COSMIC-021 Trial Reveals Encouraging Safety and Efficacy in Urothelial Carcinoma

Sumanta K. Pal, MD, discusses the safety and efficacy results of the COSMIC-021 clinical trial.

Sumanta K. Pal, MD, professor in the Department of Medical Oncology & Therapeutics Research and co-director of the Kidney Cancer Program at City of Hope Comprehensive Cancer Center, discusses the safety and efficacy results of the COSMIC-021 clinical trial (NCT03170960).

In the multicenter, open-label trial the combination of atezolizumab (Tecentriq), and cabozantinib (Cabometyx) is being examined in patients with metastatic urothelial carcinoma (UC).

According to Pal, a total of 3 patients, 1 patient in cohort 3 and 2 in cohort 4, had complete responses while 5 patients in cohort 3, 7 in cohort 4, and 3 patients in cohort 5 achieved partial responses, respectively. The objective response rates demonstrated in the trial were 20%, 30%, and 10%, and the disease control rates were 80%, 63%, and 61%.

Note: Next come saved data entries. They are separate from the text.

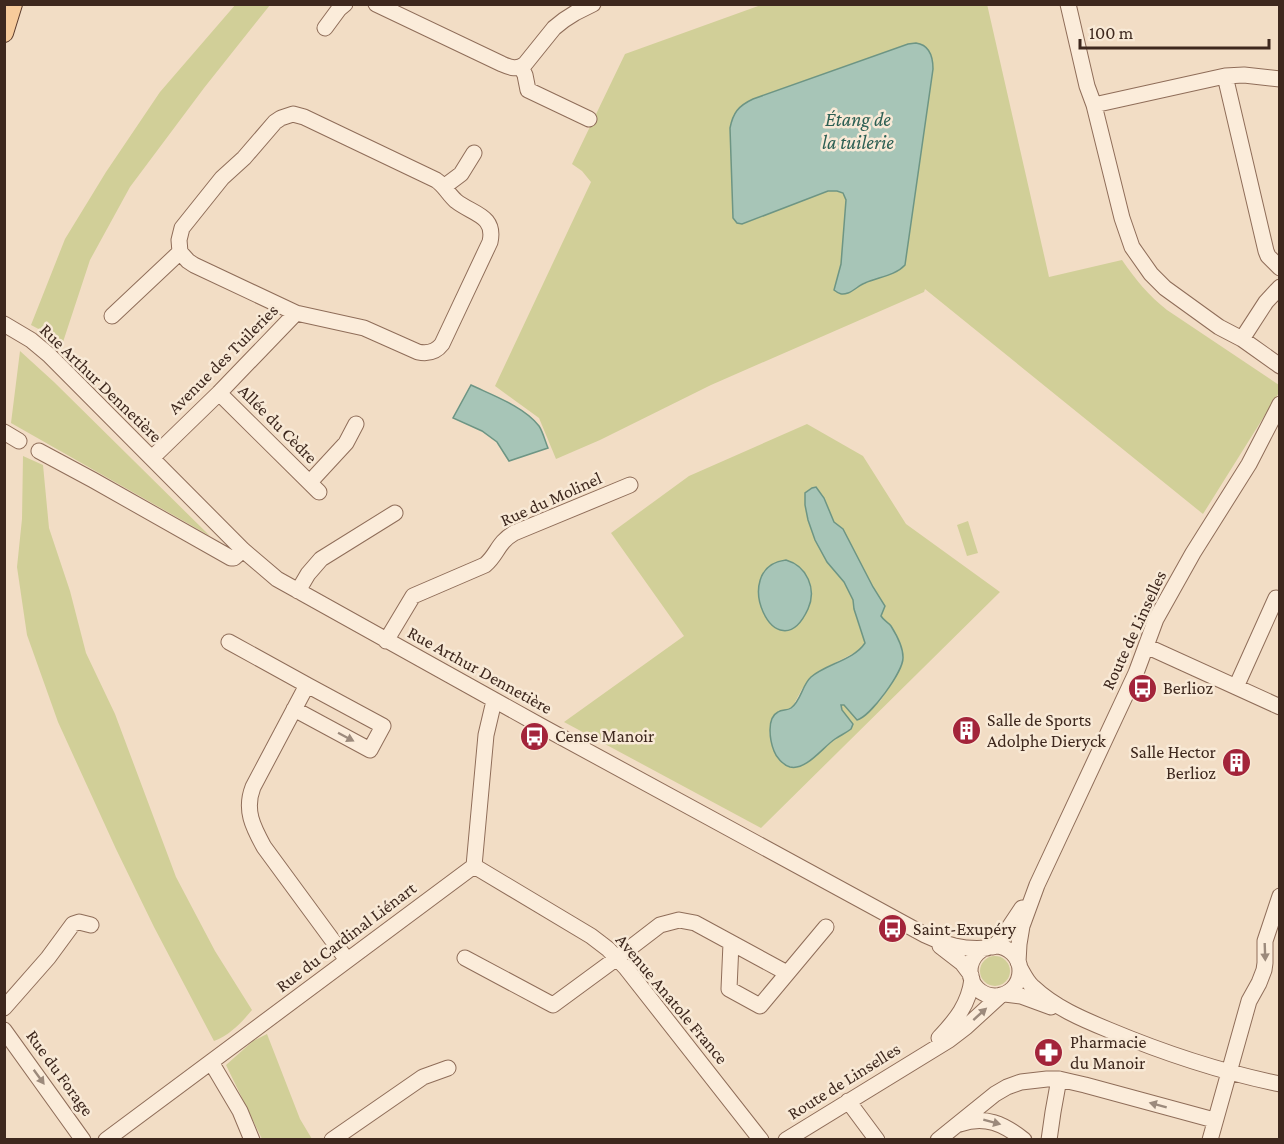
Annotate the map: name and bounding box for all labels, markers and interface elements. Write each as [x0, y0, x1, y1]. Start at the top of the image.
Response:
scale bar [1080, 12, 1269, 50]
text: 100 m [1089, 23, 1134, 43]
water label: Étang de la tuilerie [822, 108, 894, 153]
street label: Avenue des Tuileries [164, 300, 282, 418]
street label: Rue Arthur Dennetière [36, 320, 166, 446]
street label: Allée du Cèdre [234, 380, 322, 468]
street label: Rue du Molinel [497, 468, 605, 530]
street label: Route de Linselles [1098, 567, 1170, 693]
street label: Rue Arthur Dennetière [404, 622, 556, 718]
bus stop icon: Berlioz [1126, 672, 1158, 704]
place label: Berlioz [1163, 678, 1213, 698]
place label: Salle de Sports Adolphe Dieryck [987, 710, 1106, 751]
building icon: Salle de Sports Adolphe Dieryck [950, 714, 982, 746]
bus stop icon: Cense Manoir [518, 720, 550, 752]
place label: Cense Manoir [555, 726, 655, 746]
one-way arrow [337, 732, 354, 742]
place label: Salle Hector Berlioz [1130, 742, 1217, 783]
building icon: Salle Hector Berlioz [1221, 746, 1253, 778]
street label: Rue du Cardinal Liénart [272, 877, 421, 996]
bus stop icon: Saint-Exupéry [876, 913, 908, 945]
place label: Saint-Exupéry [913, 919, 1017, 939]
street label: Avenue Anatole France [612, 930, 732, 1068]
one-way arrow [1260, 942, 1270, 961]
one-way arrow [972, 1007, 987, 1021]
street label: Rue du Forage [22, 1026, 98, 1120]
place label: Pharmacie du Manoir [1070, 1032, 1146, 1073]
pharmacy icon: Pharmacie du Manoir [1033, 1036, 1065, 1068]
street label: Route de Linselles [784, 1038, 904, 1124]
one-way arrow [32, 1070, 44, 1085]
one-way arrow [1149, 1099, 1167, 1109]
one-way arrow [983, 1118, 1001, 1128]

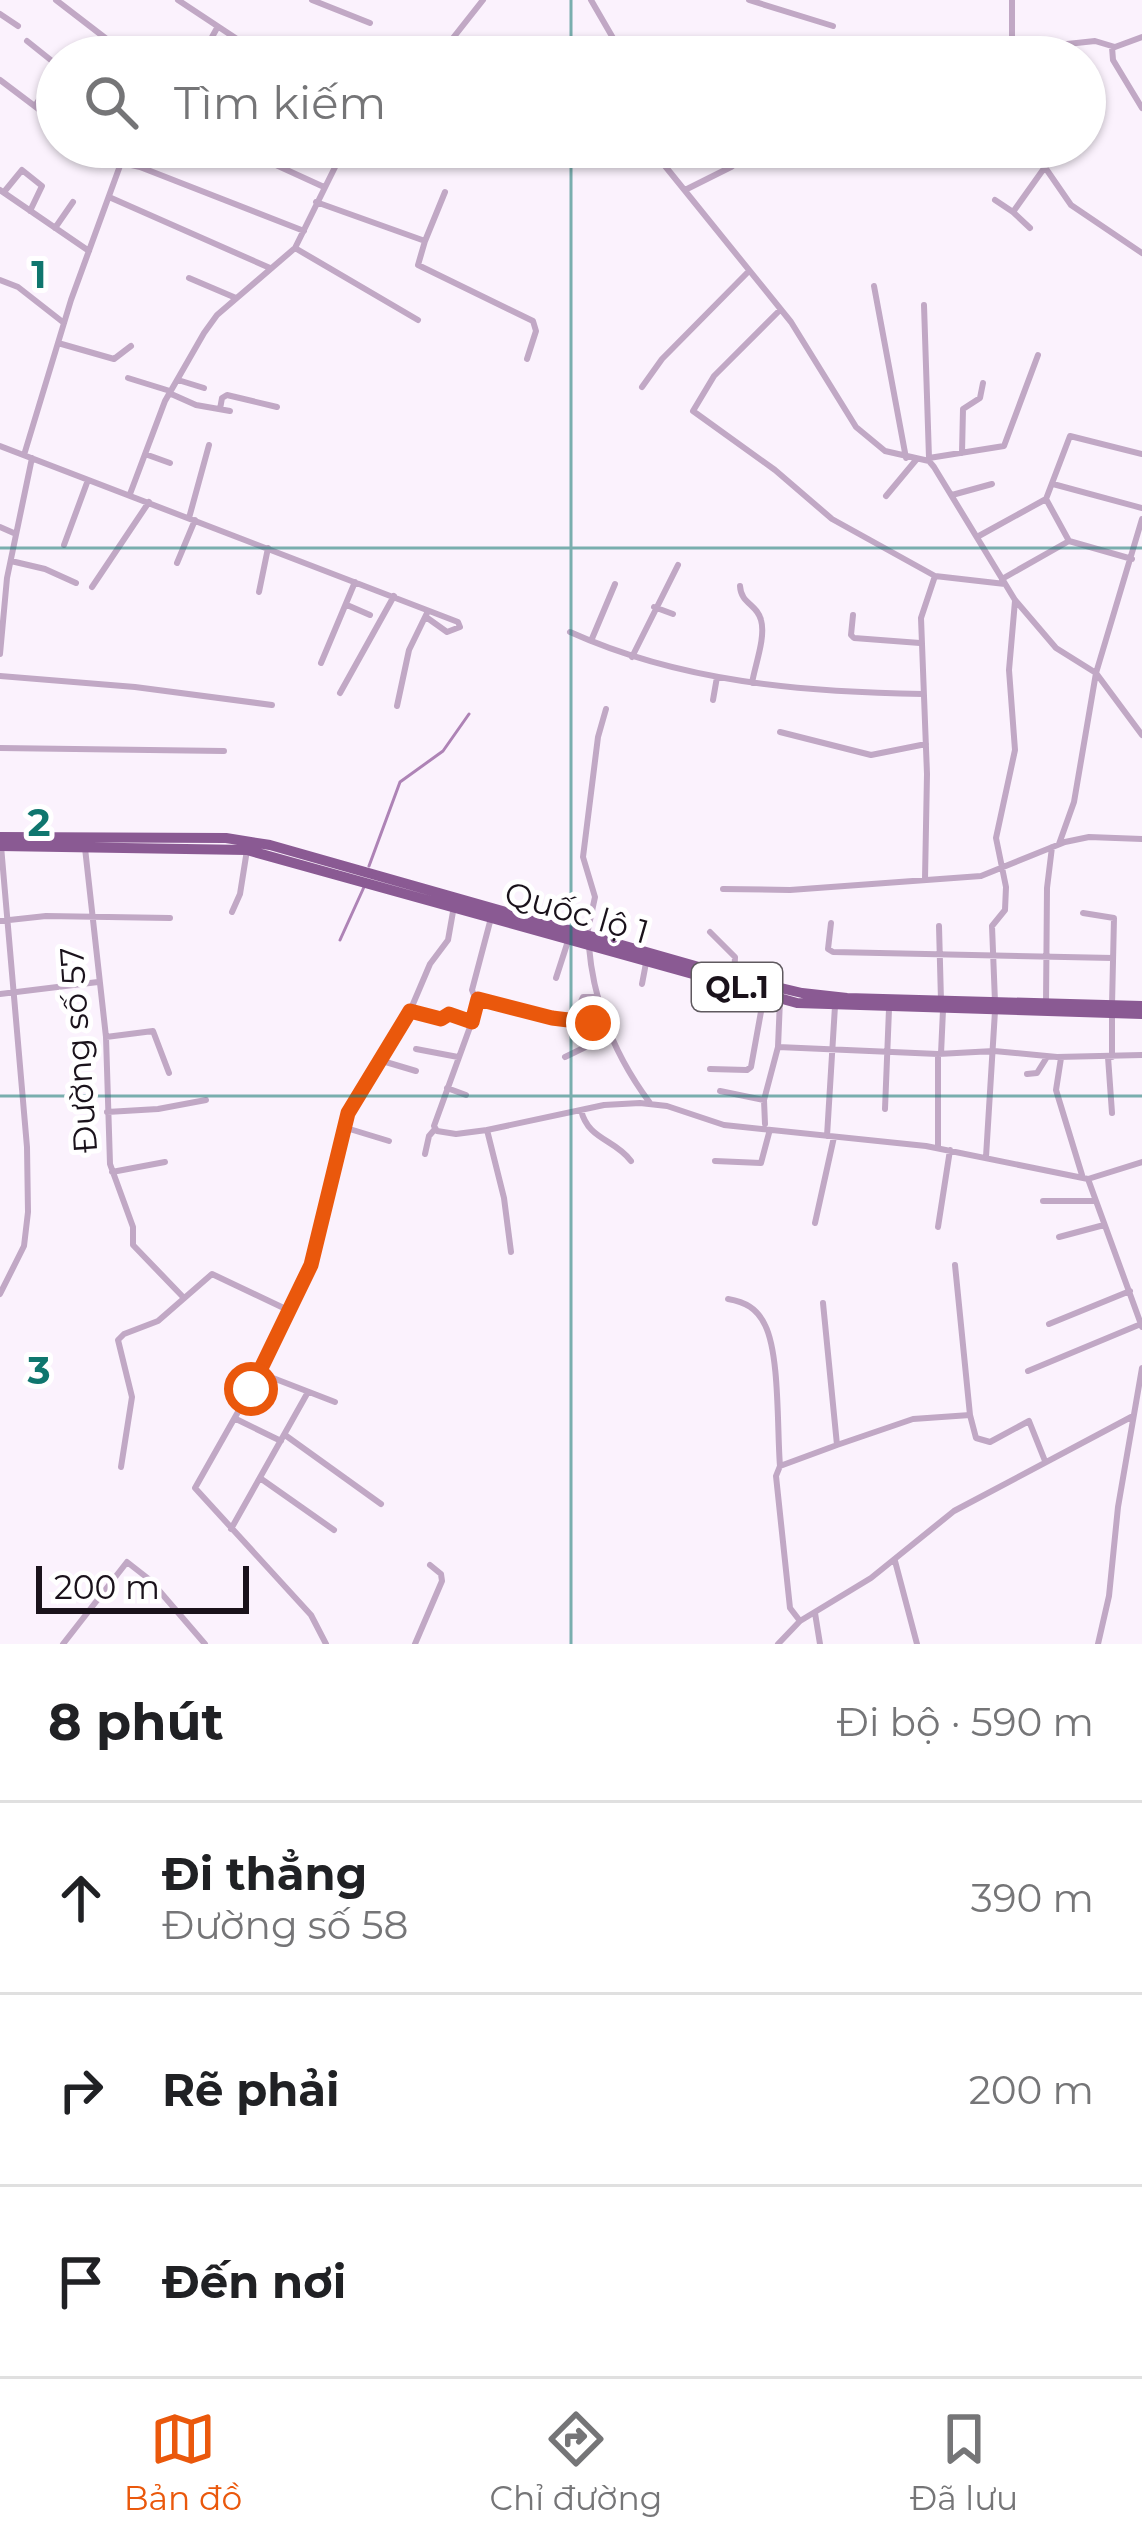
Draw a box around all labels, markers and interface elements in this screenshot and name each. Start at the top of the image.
search box [36,36,1106,168]
icon: search [78,69,144,135]
text: Tìm kiếm [174,75,386,130]
text: 1 [31,250,47,298]
text: 2 [27,798,51,846]
street label: Quốc lộ 1 [500,872,654,952]
street label: Đường số 57 [51,946,105,1154]
road number: QL.1 [692,963,782,1011]
route end [566,996,620,1050]
text: 3 [26,1346,51,1394]
route start [224,1362,278,1416]
scale bar [36,1560,249,1613]
text: 200 m [54,1567,160,1607]
text: 8 phút [48,1691,224,1753]
text: Đi bộ · 590 m [836,1698,1094,1746]
text: Đi thẳng [162,1846,367,1901]
icon: ahead [48,1865,114,1931]
text: 390 m [971,1874,1094,1922]
text: Đường số 58 [162,1901,408,1949]
icon: right [48,2057,114,2123]
text: Rẽ phải [162,2062,340,2117]
text: 200 m [969,2066,1094,2114]
icon: arrive [48,2249,114,2315]
text: Đến nơi [162,2254,346,2309]
tab: Bản đồ [124,2406,242,2518]
tab: Chỉ đường [489,2406,662,2518]
tab: Đã lưu [910,2406,1018,2518]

Overall, atezolizumab with cabozantinib demonstrated encouraging clinical activity with manageable toxicity when used as treatment in this patient population.

Transcription:

0:08 | In terms of efficacy, we determined that the response rate was 30%, 20%, and 10%, across the 3 cohorts ranging from cisplatin-eligible to ineligible to immune checkpoint inhibitor pretreated. In terms of some of the other data that we presented at the meeting, we have the median duration of response that we're reporting out within this cohort, which was 7.1 months amongst those patients that were cisplatin-ineligible, and 4.1 months in those that have received prior immune checkpoint inhibitors. This is what's really compelling. The median duration of response was not reached in those both patients that were cisplatin eligible. It is going to be interesting to see how that pans out.

0:49 | We saw that the vast majority of patients of a cohort had some degree of tumor shrinkage with a combination irrespective of the cohort. In terms of progression free survival [PFS], the PFS in the cisplatin eligible cohort was 7.8 months. In the cisplatin ineligible cohort, it was 5.6 months. In terms of safety and tolerability, I thought that there weren't any unusual signals that you wouldn't expect from a caveat and that based immunotherapy combination. We have seen that data and renal cell, hepatocellular, and other diseases, so nothing that really stood out in my mind.